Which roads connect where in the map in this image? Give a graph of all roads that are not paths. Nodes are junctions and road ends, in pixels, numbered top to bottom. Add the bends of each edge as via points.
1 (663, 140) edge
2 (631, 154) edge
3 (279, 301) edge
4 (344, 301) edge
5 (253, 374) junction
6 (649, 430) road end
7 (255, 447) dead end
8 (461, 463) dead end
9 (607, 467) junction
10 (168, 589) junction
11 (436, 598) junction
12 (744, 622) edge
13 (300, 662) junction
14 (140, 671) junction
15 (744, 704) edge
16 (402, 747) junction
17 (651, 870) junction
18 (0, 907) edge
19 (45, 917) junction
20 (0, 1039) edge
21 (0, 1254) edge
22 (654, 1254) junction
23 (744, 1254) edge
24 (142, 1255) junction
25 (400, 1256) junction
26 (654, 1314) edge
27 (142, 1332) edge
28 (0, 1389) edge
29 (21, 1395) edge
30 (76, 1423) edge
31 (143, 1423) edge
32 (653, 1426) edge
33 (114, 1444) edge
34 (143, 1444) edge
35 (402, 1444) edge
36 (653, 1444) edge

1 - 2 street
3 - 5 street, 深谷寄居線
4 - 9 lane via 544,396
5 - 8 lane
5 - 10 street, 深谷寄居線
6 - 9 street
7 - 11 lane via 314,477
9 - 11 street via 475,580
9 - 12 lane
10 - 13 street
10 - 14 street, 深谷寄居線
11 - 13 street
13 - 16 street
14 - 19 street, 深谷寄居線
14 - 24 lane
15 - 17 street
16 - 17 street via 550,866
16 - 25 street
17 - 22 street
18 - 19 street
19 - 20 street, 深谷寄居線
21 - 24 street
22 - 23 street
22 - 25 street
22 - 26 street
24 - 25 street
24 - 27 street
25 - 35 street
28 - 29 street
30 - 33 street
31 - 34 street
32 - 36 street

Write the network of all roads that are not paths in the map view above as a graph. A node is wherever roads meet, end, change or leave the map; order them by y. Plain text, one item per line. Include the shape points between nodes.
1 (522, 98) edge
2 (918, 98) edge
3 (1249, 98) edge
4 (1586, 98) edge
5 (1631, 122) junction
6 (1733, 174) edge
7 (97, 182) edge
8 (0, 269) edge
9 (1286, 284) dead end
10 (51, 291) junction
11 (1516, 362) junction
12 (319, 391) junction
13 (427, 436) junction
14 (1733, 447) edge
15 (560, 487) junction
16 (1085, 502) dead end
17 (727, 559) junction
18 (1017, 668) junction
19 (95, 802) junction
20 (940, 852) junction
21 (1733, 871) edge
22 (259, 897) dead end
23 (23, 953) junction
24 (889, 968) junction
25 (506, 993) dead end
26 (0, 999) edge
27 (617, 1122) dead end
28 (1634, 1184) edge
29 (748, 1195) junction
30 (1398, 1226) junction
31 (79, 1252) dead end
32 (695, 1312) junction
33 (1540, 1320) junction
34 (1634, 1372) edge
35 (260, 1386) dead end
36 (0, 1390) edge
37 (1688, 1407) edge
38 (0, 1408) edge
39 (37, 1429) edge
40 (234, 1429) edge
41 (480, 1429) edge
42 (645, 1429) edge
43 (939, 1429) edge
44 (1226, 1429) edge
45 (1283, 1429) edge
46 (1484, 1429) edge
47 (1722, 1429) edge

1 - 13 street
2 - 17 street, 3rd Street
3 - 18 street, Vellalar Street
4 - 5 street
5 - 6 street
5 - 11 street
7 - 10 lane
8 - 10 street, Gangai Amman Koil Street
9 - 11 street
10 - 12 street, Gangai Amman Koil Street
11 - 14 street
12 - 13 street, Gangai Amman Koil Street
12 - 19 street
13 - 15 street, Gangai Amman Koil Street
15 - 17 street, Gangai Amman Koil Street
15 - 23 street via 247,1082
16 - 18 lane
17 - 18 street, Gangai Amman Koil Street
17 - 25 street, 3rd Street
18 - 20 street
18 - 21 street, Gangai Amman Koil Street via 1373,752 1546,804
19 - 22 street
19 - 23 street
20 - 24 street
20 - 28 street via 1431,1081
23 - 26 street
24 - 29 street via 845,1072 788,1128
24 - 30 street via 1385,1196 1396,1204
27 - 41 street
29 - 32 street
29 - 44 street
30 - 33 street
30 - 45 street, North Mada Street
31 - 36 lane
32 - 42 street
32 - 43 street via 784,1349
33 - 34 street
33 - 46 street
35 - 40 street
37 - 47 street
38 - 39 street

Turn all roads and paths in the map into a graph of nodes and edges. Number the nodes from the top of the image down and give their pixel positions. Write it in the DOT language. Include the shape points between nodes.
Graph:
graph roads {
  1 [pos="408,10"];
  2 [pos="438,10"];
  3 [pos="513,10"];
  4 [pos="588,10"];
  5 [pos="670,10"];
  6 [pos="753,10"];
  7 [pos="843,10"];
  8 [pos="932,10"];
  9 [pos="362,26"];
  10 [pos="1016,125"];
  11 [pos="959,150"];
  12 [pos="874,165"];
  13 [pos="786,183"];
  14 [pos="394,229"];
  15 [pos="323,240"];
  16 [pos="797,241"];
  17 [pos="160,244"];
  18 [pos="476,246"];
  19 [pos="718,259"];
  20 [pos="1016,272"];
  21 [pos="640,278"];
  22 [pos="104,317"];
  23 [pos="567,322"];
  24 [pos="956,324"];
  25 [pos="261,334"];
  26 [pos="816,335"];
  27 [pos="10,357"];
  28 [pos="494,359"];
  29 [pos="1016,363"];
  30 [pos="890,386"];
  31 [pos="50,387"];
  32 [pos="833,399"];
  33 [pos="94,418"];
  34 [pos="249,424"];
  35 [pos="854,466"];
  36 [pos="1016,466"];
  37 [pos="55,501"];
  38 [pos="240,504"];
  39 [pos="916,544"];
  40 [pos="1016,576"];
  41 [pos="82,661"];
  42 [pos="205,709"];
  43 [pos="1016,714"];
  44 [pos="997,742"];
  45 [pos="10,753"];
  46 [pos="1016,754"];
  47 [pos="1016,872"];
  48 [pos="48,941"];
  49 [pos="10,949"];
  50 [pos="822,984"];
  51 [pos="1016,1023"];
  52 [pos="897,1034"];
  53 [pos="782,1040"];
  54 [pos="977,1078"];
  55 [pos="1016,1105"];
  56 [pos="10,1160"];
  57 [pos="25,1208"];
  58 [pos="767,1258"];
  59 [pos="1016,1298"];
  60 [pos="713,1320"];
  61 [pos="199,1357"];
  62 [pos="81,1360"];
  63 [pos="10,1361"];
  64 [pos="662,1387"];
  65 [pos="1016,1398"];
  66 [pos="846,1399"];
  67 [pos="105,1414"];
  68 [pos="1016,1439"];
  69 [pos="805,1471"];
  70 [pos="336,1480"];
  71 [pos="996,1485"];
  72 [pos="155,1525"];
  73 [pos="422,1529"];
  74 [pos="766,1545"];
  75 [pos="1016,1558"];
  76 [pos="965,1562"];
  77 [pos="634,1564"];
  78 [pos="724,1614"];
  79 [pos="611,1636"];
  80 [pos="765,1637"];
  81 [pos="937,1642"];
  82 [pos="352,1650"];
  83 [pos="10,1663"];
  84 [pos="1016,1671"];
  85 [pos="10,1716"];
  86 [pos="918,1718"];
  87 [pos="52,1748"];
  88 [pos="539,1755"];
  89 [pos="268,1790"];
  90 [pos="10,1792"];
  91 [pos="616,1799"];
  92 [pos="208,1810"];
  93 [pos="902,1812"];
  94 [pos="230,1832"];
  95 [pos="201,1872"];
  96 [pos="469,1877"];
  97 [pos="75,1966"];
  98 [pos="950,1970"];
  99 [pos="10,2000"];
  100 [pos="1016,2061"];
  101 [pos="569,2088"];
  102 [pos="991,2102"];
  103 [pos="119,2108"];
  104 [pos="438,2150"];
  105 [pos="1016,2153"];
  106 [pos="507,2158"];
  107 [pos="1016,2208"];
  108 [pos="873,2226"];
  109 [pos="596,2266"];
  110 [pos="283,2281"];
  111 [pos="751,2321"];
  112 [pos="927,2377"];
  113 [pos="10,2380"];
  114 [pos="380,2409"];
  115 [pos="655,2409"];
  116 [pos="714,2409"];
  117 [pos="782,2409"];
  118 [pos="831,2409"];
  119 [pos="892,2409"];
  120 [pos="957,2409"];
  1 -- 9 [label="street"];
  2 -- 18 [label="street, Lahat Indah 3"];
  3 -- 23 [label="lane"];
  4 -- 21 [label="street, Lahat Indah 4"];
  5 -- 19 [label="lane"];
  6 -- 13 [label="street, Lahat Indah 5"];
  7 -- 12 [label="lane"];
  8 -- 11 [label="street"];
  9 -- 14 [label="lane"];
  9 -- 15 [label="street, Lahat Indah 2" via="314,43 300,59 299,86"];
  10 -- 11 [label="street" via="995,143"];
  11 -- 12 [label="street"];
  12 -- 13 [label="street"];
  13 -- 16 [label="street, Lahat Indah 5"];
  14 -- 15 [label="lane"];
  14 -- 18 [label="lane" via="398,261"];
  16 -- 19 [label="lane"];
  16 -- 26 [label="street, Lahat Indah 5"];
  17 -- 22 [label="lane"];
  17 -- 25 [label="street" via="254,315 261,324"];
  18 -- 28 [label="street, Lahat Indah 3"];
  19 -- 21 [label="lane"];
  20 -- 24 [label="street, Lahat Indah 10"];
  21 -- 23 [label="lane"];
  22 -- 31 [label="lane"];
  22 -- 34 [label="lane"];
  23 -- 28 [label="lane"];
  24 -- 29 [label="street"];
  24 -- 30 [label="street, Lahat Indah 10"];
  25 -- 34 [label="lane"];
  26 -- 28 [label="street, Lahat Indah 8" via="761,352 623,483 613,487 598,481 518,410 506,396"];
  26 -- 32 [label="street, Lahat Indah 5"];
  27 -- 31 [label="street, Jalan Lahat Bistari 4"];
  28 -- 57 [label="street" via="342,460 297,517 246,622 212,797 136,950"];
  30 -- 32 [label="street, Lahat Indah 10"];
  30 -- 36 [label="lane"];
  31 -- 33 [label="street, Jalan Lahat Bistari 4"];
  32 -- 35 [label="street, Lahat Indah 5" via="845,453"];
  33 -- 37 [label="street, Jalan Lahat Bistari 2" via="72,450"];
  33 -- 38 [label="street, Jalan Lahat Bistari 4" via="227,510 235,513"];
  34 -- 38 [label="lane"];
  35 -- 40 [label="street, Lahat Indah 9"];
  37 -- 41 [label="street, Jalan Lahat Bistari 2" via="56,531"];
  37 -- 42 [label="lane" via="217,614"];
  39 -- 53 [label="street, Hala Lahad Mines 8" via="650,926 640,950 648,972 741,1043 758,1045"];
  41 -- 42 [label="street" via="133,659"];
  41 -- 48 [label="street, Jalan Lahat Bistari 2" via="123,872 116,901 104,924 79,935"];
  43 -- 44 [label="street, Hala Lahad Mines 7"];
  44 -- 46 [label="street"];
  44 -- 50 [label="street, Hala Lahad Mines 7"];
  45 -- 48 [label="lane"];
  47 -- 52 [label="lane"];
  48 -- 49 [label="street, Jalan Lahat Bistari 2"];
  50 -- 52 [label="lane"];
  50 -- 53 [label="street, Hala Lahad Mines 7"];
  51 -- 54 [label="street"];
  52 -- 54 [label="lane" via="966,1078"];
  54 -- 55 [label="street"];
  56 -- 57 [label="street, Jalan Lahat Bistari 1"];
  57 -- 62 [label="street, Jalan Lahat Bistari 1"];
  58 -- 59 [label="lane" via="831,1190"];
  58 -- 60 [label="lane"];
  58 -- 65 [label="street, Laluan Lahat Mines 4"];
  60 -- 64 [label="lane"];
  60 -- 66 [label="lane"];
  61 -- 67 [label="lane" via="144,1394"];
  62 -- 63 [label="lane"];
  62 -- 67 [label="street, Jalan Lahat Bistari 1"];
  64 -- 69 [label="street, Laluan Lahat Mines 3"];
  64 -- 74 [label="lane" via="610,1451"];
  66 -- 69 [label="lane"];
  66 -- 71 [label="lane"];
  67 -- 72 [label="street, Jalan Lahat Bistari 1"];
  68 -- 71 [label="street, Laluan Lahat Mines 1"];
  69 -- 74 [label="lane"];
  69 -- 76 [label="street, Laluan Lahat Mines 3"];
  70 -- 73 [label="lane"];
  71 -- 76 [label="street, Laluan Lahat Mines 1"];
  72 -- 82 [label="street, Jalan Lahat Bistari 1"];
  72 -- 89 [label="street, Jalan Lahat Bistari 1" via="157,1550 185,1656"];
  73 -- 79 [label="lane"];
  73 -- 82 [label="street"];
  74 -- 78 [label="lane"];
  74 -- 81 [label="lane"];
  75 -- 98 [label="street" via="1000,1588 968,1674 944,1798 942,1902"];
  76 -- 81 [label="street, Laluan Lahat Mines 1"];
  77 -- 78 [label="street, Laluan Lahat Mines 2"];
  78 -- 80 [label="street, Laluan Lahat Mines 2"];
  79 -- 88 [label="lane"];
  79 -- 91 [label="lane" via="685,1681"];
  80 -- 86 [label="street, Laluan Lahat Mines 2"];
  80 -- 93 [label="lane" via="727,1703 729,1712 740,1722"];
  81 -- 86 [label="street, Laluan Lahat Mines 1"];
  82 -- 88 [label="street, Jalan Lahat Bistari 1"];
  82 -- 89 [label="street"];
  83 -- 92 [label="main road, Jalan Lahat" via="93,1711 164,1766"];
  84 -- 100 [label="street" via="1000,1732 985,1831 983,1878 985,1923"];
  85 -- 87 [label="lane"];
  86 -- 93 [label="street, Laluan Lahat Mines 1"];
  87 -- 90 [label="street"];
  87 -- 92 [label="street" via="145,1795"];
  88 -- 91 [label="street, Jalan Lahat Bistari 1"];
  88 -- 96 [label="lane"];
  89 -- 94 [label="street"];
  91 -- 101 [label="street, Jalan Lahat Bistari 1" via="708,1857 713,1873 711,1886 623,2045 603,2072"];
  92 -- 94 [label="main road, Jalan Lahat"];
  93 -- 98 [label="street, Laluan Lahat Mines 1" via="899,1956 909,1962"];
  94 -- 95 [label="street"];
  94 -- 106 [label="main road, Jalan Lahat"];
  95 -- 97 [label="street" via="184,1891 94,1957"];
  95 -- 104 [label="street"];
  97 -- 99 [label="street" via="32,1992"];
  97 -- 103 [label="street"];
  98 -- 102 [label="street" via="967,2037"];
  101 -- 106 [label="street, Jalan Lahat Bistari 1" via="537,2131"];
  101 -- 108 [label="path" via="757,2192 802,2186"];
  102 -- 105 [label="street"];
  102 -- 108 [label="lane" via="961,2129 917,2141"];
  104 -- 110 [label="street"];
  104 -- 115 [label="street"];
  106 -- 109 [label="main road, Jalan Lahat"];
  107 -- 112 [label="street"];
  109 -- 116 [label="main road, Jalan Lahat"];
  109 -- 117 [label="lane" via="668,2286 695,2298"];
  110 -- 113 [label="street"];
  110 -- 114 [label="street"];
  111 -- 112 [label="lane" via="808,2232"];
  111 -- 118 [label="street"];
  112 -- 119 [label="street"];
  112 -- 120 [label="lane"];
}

Exercise aim>
The lines to copy are those in the listing that contain "main".

Response below>
  83 -- 92 [label="main road, Jalan Lahat" via="93,1711 164,1766"];
  92 -- 94 [label="main road, Jalan Lahat"];
  94 -- 106 [label="main road, Jalan Lahat"];
  106 -- 109 [label="main road, Jalan Lahat"];
  109 -- 116 [label="main road, Jalan Lahat"];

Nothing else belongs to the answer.